Radiohead’s Ed O’Brien has reflected on the band’s historic Glastonbury ’97 set.
The group headlined Worthy Farm for the first – but definitely not the last – time, and their set sealed their Imperial phase.
A wonderful performance that focussed on (a then recently-released) ‘OK Computer’, it’s gone down in festival lore.
“Thom (Yorke) had a terrible time,” said the guitarist. “He couldn’t hear himself sing and it was really about literally getting through that gig in one piece. That’s what it felt like. Phil played a blinder that night and he sort of held it all together. And I think we came off stage and I think we thought we’d blown it.”
“It’s interesting to hear Stormzy talk about his appearance last year.
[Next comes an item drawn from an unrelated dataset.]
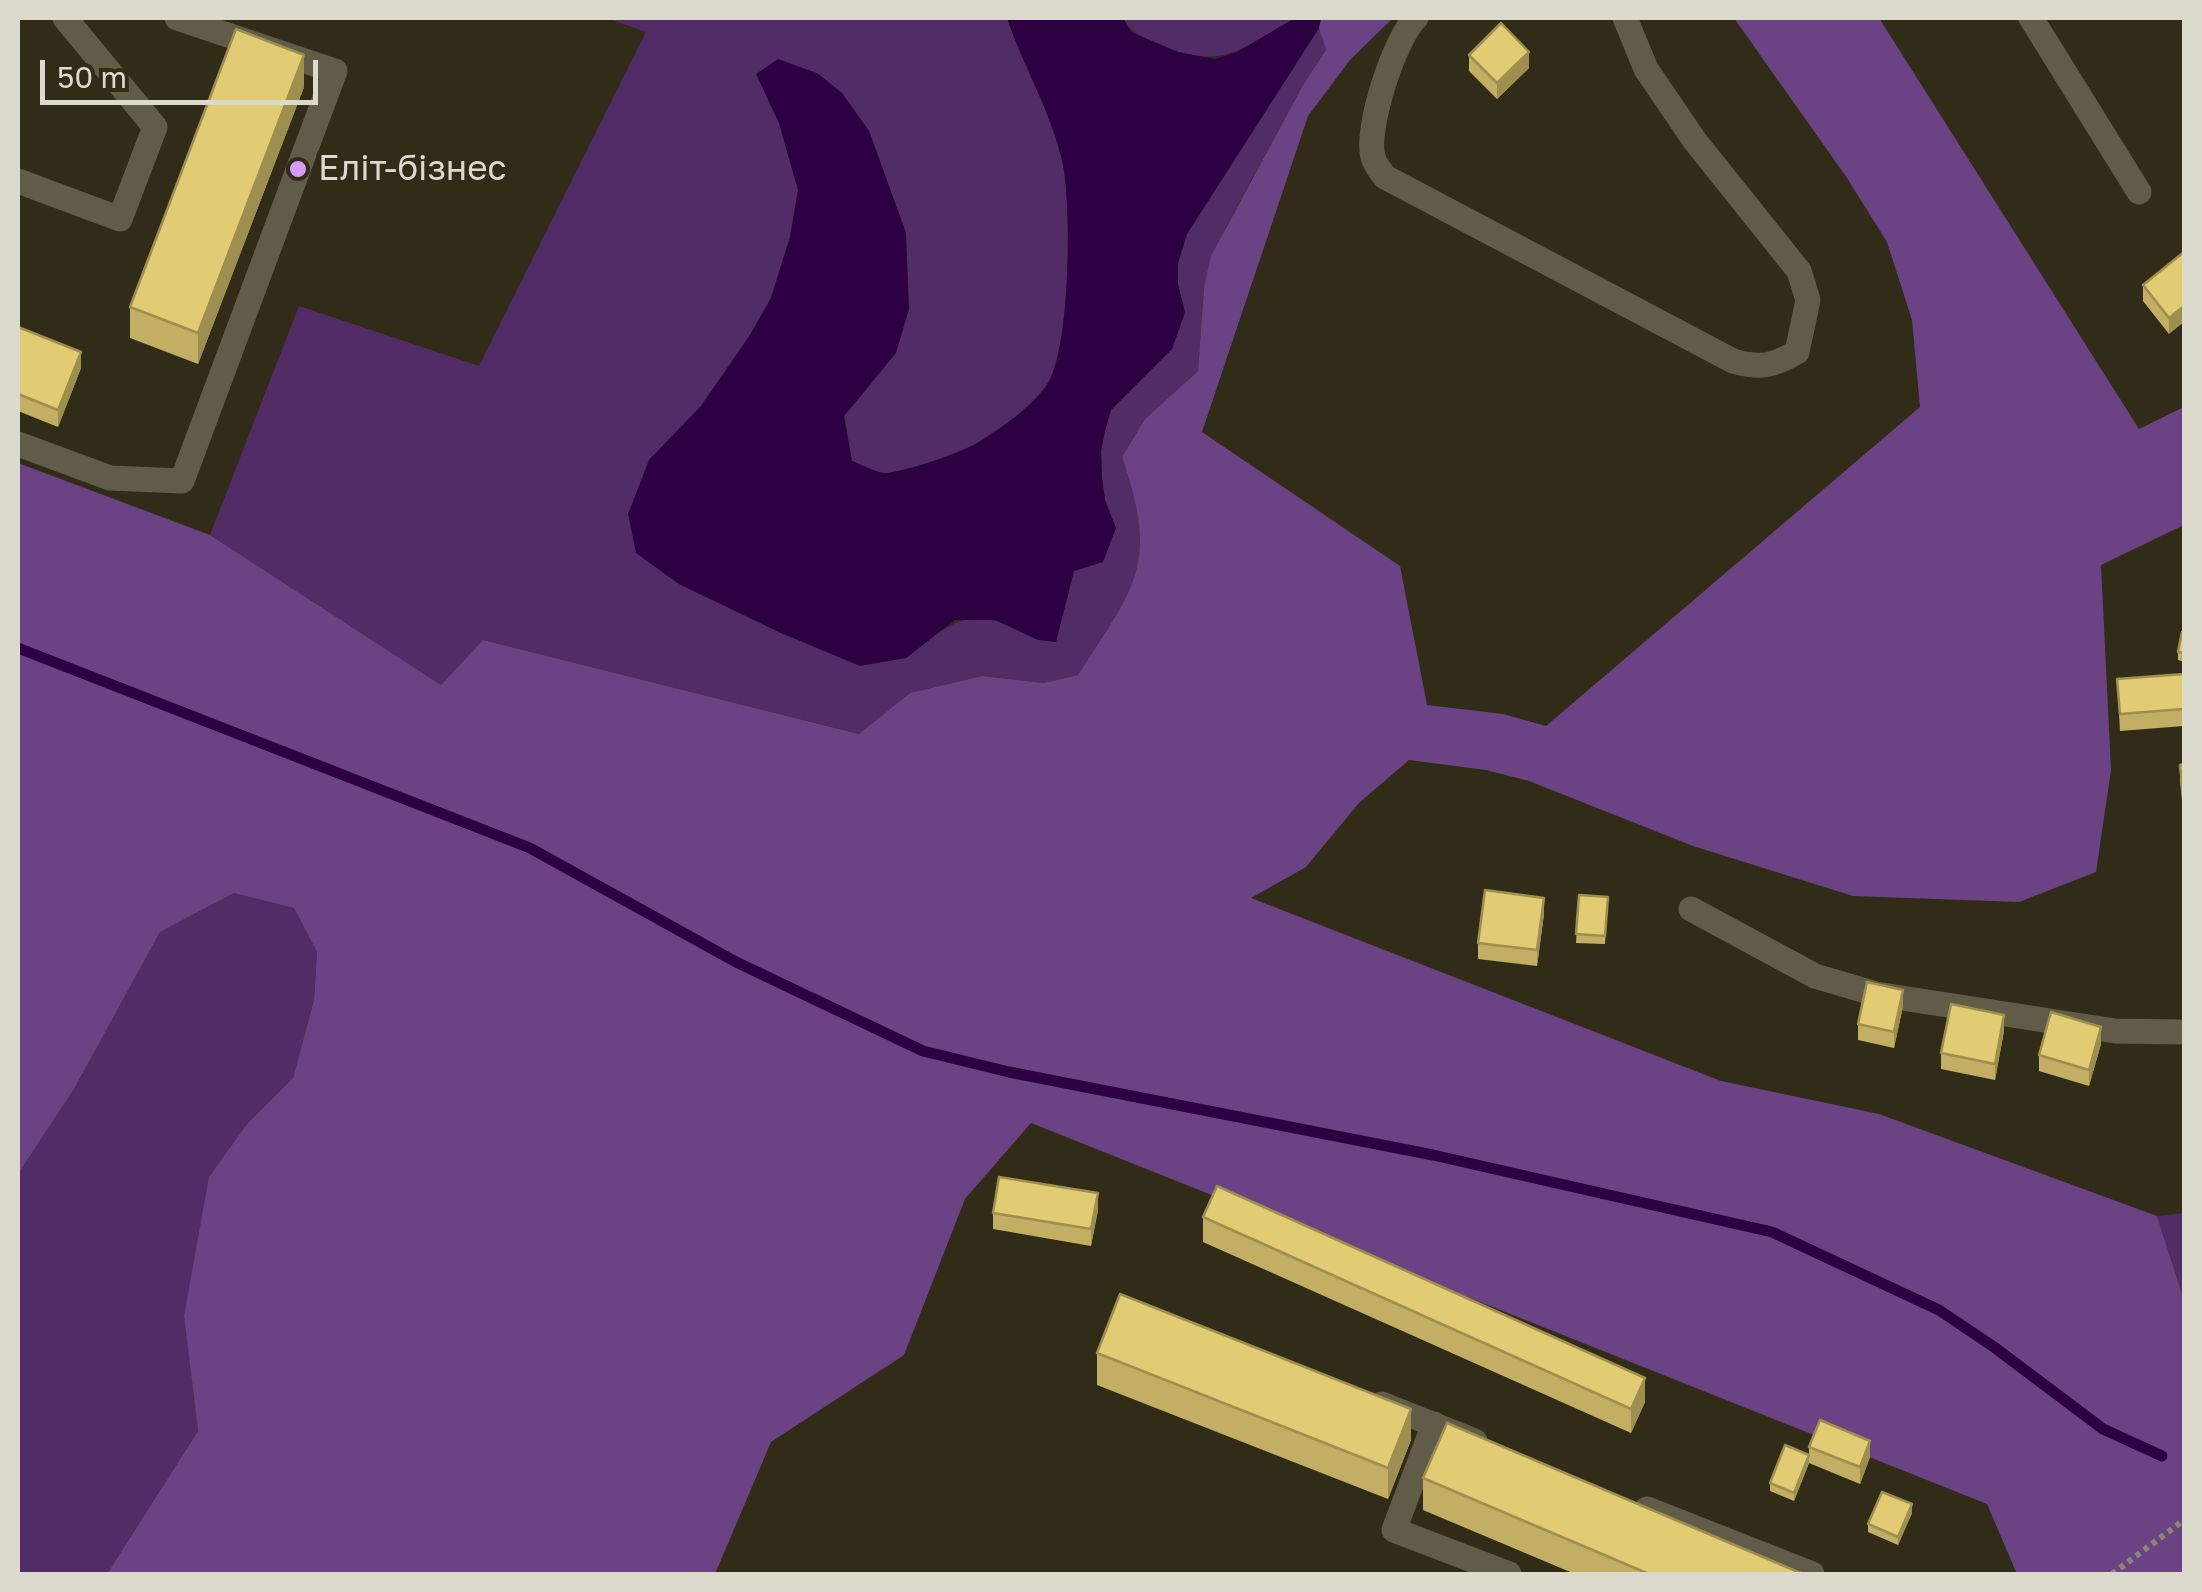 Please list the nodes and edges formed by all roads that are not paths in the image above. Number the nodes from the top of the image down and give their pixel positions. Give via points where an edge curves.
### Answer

Because he lost his monitors in his pack and apparently came off stage and he had the same thing. He was crying. He was upset. He thought he’d blown it. And we had exactly the same thing. It was only in the reviews afterwards, it was suddenly… I remember the paper on the Monday reading. It was like: Oh really? And then Michael Eavis came out and said it was his favourite Glastonbury moment ever.”
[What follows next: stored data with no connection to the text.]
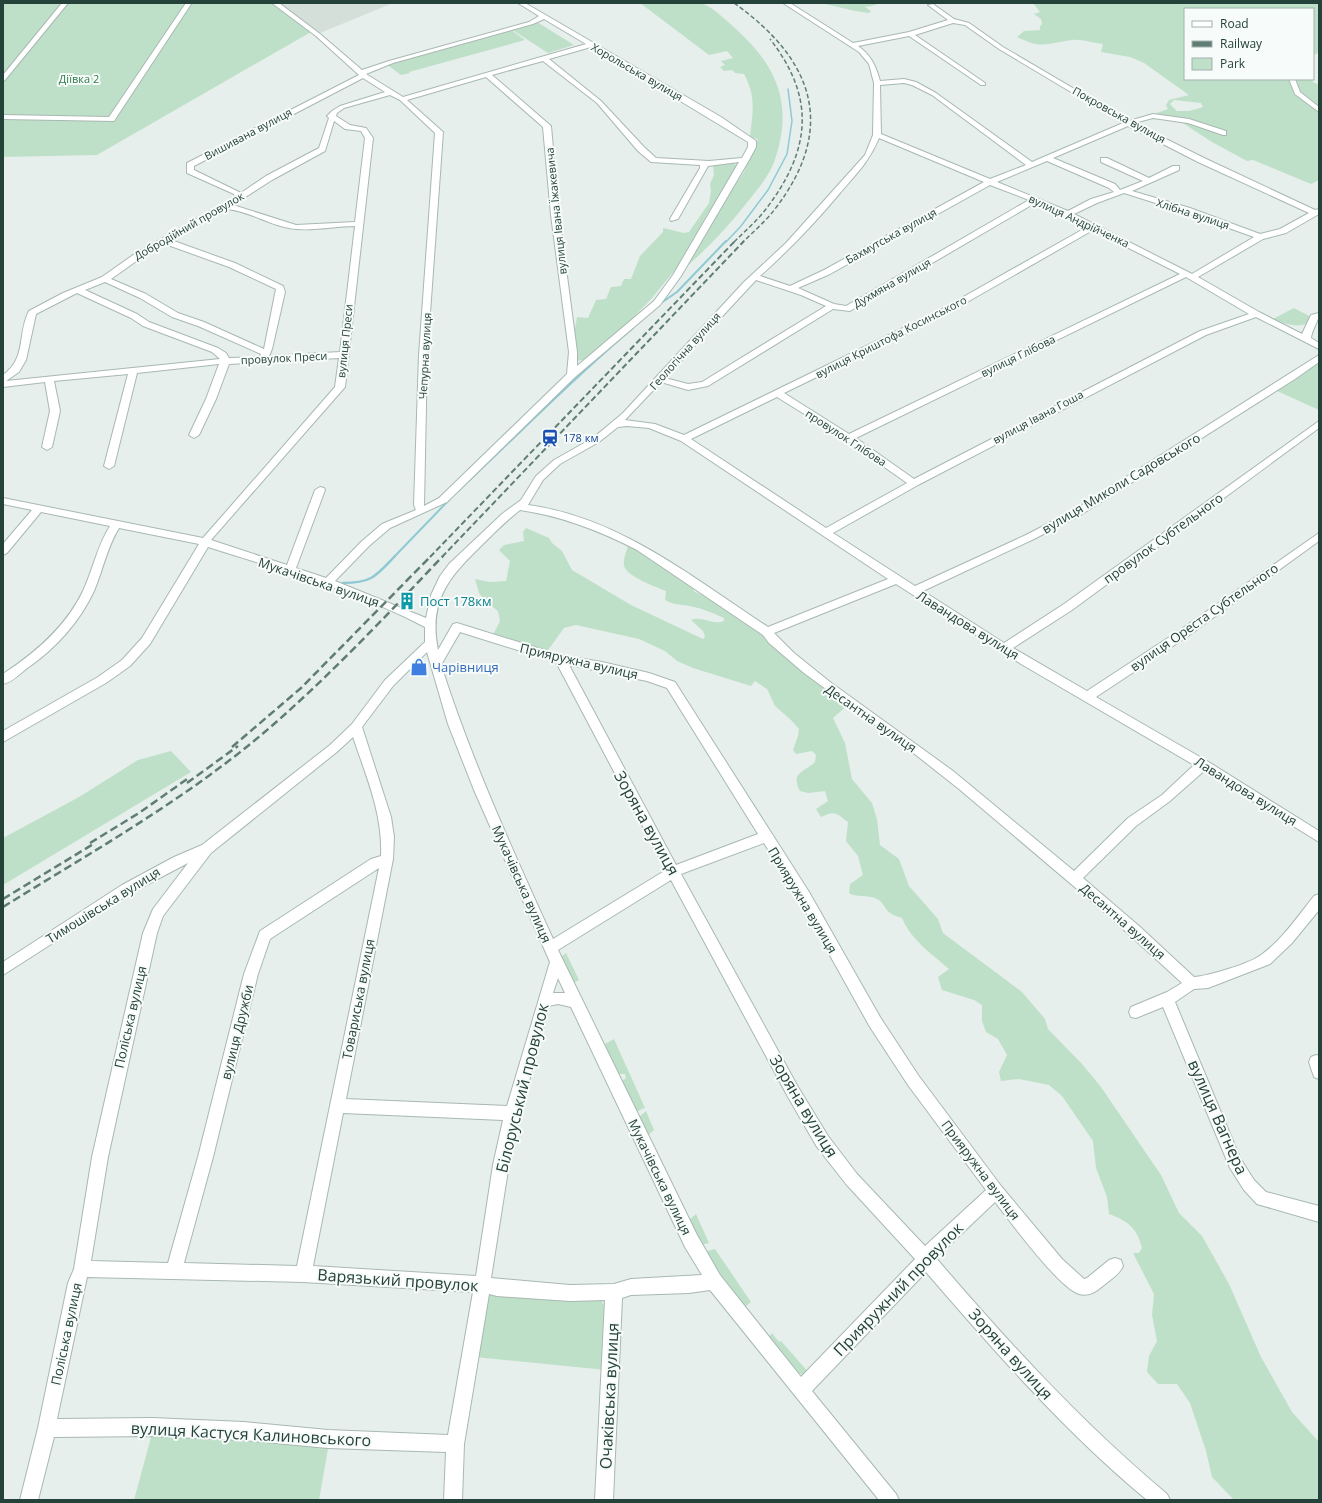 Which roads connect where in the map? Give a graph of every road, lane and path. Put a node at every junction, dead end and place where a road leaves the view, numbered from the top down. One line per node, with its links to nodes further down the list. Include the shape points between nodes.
1 (65, 3): 15 (street)
2 (275, 3): 13 (street, Чепурна вулиця, via 318,35)
3 (521, 3): 7 (street, Хорольська вулиця)
4 (786, 3): 11 (street)
5 (188, 4): 23 (street, via 111,119)
6 (931, 5): 8 (street, Покровська вулиця)
7 (543, 17): 10 (street, Хорольська вулиця); 13 (street, Вишивана вулиця, via 531,23 463,41)
8 (953, 21): 9 (street); 24 (street, Покровська вулиця, via 967,24 1001,48)
9 (910, 34): 11 (street); 18 (street)
10 (591, 45): 12 (street); 28 (street, Хорольська вулиця, via 752,142 752,148)
11 (852, 45): 17 (street, via 872,64)
12 (544, 58): 14 (street); 30 (street, via 600,102 607,113 654,160)
13 (362, 74): 19 (street, Чепурна вулиця); 36 (street, Вишивана вулиця, via 190,165 190,171 237,193)
14 (487, 75): 20 (street); 62 (street, вулиця Івана Їжакевича, via 547,126 555,215 573,352)
15 (3, 79)
16 (1292, 80): 21 (street, via 1297,94)
17 (877, 83): 26 (street); 31 (street, via 914,83 934,94)
18 (982, 84)
19 (392, 92): 20 (street, Чепурна вулиця); 22 (street, via 342,107)
20 (402, 99): 80 (street, Чепурна вулиця, via 439,132 440,138 423,355 419,504)
21 (1319, 110)
22 (331, 116): 36 (street, Добродійний провулок, via 322,149); 43 (street, вулиця Преси, via 346,126 363,129 368,133)
23 (3, 118)
24 (1128, 123): 25 (street, Бахмутська вулиця, via 1153,116 1189,121); 27 (street, Бахмутська вулиця); 40 (street, Покровська вулиця)
25 (1222, 133)
26 (877, 135): 33 (street, вулиця Андрійченка); 48 (street, Геологічна вулиця, via 868,156 838,191 789,245)
27 (1046, 158): 31 (street, Бахмутська вулиця); 35 (street, Хлібна вулиця)
28 (745, 160): 30 (street, via 733,159); 62 (street, via 676,276 657,303)
29 (1104, 160): 34 (street)
30 (704, 164): 41 (street)
31 (1030, 164): 33 (street, Бахмутська вулиця)
32 (1176, 168): 34 (street)
33 (991, 181): 37 (street, вулиця Андрійченка); 50 (street, Бахмутська вулиця, via 827,272)
34 (1148, 181): 35 (street)
35 (1122, 192): 39 (street, via 1094,201); 45 (street, Хлібна вулиця, via 1187,210)
36 (239, 198): 38 (street, Добродійний провулок)
37 (1035, 200): 39 (street, вулиця Андрійченка); 52 (street, Духмяна вулиця, via 847,309)
38 (225, 207): 43 (street, via 234,207 297,227); 46 (street, Добродійний провулок)
39 (1068, 214): 44 (street, вулиця Андрійченка)
40 (1314, 214): 42 (street, Покровська вулиця); 45 (street, via 1283,231)
41 (674, 219)
42 (1319, 223)
43 (358, 224): 57 (street, вулиця Преси)
44 (1094, 226): 47 (street, вулиця Андрійченка); 67 (street, вулиця Криштофа Косинського, via 945,311)
45 (1260, 237): 47 (street)
46 (166, 240): 49 (street, Добродійний провулок); 58 (street, via 232,265 280,288)
47 (1189, 275): 53 (street, вулиця Андрійченка); 71 (street, вулиця Глібова)
48 (755, 277): 50 (street); 64 (street, Геологічна вулиця)
49 (105, 279): 51 (street, Добродійний провулок); 58 (street, via 143,296 175,315 201,324)
50 (790, 289): 52 (street)
51 (79, 291): 60 (street, via 146,324 215,350 223,355); 63 (street, Добродійний провулок, via 32,313 22,360 16,370)
52 (832, 306): 64 (street, via 706,384 688,387)
53 (1256, 314): 55 (street, вулиця Андрійченка); 75 (street, вулиця Івана Гоша, via 1193,337)
54 (1319, 316): 55 (street, via 1314,317)
55 (1306, 340): 56 (street, вулиця Андрійченка)
56 (1319, 346)
57 (343, 355): 58 (street, провулок Преси); 84 (street, вулиця Преси, via 340,387)
58 (265, 356): 60 (street, провулок Преси)
59 (1319, 358): 89 (street, вулиця Миколи Садовського, via 1078,512)
60 (225, 361): 61 (street, провулок Преси); 70 (street, провулок Преси)
61 (133, 371): 65 (street, провулок Преси); 74 (street)
62 (572, 374): 80 (street, via 443,500)
63 (3, 378)
64 (660, 379): 68 (street, Геологічна вулиця)
65 (49, 380): 66 (street, провулок Преси); 73 (street, via 55,411)
66 (3, 384)
67 (777, 393): 71 (street, провулок Глібова); 72 (street, вулиця Криштофа Косинського)
68 (617, 424): 72 (street, Лавандова вулиця, via 643,423); 78 (street, Геологічна вулиця, via 596,440 557,462 539,478 528,498)
69 (1319, 424): 93 (street, провулок Субтельного, via 1068,607)
70 (194, 435)
71 (849, 438): 75 (street, провулок Глібова)
72 (684, 439): 82 (street, Лавандова вулиця)
73 (47, 447)
74 (109, 466)
75 (914, 483): 82 (street, вулиця Івана Гоша)
76 (320, 490): 86 (street)
77 (3, 501): 79 (street, Мукачівська вулиця)
78 (519, 507): 90 (street, Геологічна вулиця, via 506,516 453,567 436,595); 91 (street, Десантна вулиця, via 549,510 627,540)
79 (38, 509): 81 (street, Мукачівська вулиця); 85 (street)
80 (422, 511): 88 (street, via 386,526)
81 (117, 524): 84 (street, Мукачівська вулиця); 96 (street, via 76,614 43,651)
82 (825, 533): 87 (street, Лавандова вулиця)
83 (1319, 536): 97 (street, вулиця Ореста Субтельного, via 1184,633)
84 (205, 542): 86 (street, Мукачівська вулиця); 99 (street, вулиця Преси, via 146,641 126,663 102,680)
85 (3, 551)
86 (290, 570): 88 (street, Мукачівська вулиця)
87 (895, 580): 89 (street, Лавандова вулиця); 91 (street)
88 (328, 582): 90 (street, Мукачівська вулиця)
89 (914, 592): 93 (street, Лавандова вулиця)
90 (430, 625): 92 (street, Мукачівська вулиця)
91 (767, 632): 106 (street, Десантна вулиця, via 777,644 821,682 878,720 956,780)
92 (431, 644): 95 (street, Мукачівська вулиця); 98 (street, Поліська вулиця, via 389,683)
93 (1004, 648): 97 (street, Лавандова вулиця)
94 (560, 659): 95 (street, Прияружна вулиця, via 457,627); 101 (street, Прияружна вулиця, via 649,677 671,685); 105 (street, Зоряна вулиця)
95 (435, 665): 108 (street, Мукачівська вулиця, via 454,724 480,790)
96 (3, 680)
97 (1088, 696): 100 (street, Лавандова вулиця)
98 (356, 727): 103 (street, Поліська вулиця, via 301,775); 104 (street, Товариська вулиця, via 385,817 388,837)
99 (3, 737)
100 (1203, 764): 102 (street, Лавандова вулиця); 106 (street, via 1166,798 1132,822)
101 (765, 836): 105 (street); 117 (street, Прияружна вулиця, via 804,896 875,1022 913,1080)
102 (1319, 837)
103 (206, 849): 109 (street, Тимошівська вулиця, via 170,864 118,894); 121 (street, Поліська вулиця, via 162,908 150,933 100,1157)
104 (387, 859): 115 (street, Товариська вулиця); 122 (street, вулиця Дружби, via 376,863 265,935 260,944)
105 (674, 871): 108 (street); 119 (street, Зоряна вулиця, via 816,1131 842,1168)
106 (1075, 878): 110 (street, Десантна вулиця, via 1167,958)
107 (1319, 900): 110 (street, via 1287,939 1265,960 1208,982)
108 (553, 954): 112 (street, Білоруський провулок); 113 (street, Мукачівська вулиця)
109 (3, 969)
110 (1191, 983): 111 (street, via 1186,989)
111 (1167, 999): 114 (street); 118 (street, вулиця Вагнера, via 1235,1163 1249,1186 1262,1199)
112 (544, 1001): 113 (street, via 558,998); 116 (street, Білоруський провулок)
113 (577, 1002): 124 (street, Мукачівська вулиця, via 691,1241)
114 (1136, 1012)
115 (336, 1106): 116 (street); 123 (street, Товариська вулиця)
116 (512, 1113): 125 (street, Білоруський провулок, via 498,1174 496,1205)
117 (996, 1191): 119 (street, Прияружний провулок, via 932,1250); 120 (street, Прияружна вулиця, via 1056,1265 1082,1287 1090,1286)
118 (1319, 1214)
119 (926, 1259): 127 (street, Прияружний провулок); 134 (street, Зоряна вулиця, via 1042,1391 1138,1482)
120 (1115, 1266)
121 (82, 1269): 122 (street, Варязький провулок); 128 (street, Поліська вулиця, via 76,1283)
122 (174, 1270): 123 (street, Варязький провулок)
123 (302, 1274): 125 (street, Варязький провулок)
124 (714, 1281): 126 (street, Варязький провулок, via 689,1285 631,1287); 127 (street, Мукачівська вулиця)
125 (483, 1284): 126 (street, Варязький провулок, via 497,1288); 129 (street, Білоруський провулок)
126 (614, 1292): 132 (street, Очаківська вулиця)
127 (801, 1390): 133 (street, Мукачівська вулиця)
128 (47, 1428): 129 (street, вулиця Кастуся Калиновського, via 152,1427 244,1431 328,1439); 130 (street, Поліська вулиця)
129 (455, 1444): 131 (street, Білоруський провулок)
130 (29, 1500)
131 (453, 1500)
132 (604, 1500)
133 (890, 1500)
134 (1161, 1500)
“And so yeah, it’s funny how there’s the reality of how we felt and the perception of it was totally different. It was almost like everything after that was a little bit of a let down.”
Radiohead have returned to headline Glastonbury, and it’s a place the band clearly hold dear to their hearts. Ed O’Brien comments:
“The intention and the heart of Glastonbury comes and that’s the key, I think. It’s not about making money and everybody who plays there knows you get paid half, if not less, than what you normally would.”
“The other thing is you’re at the mercy of the weather. I’ve had some of my best years when it’s muddy. It’s easier when it’s not muddy. When it’s sunny, it’s amazing. For me and my wife and my friends, we go every year, regardless of whether I’m involved musically or not. And it’s a time to reconnect with your fellow human beings. We’re inundated about how crap we are to one another. The news is full of how awful we are, but you come away and you go, human beings can also be incredibly kind and loving and fun with one another and creative, and that’s what you get there.”
Ed O’Brien’s new solo album ‘EOB’ is out now.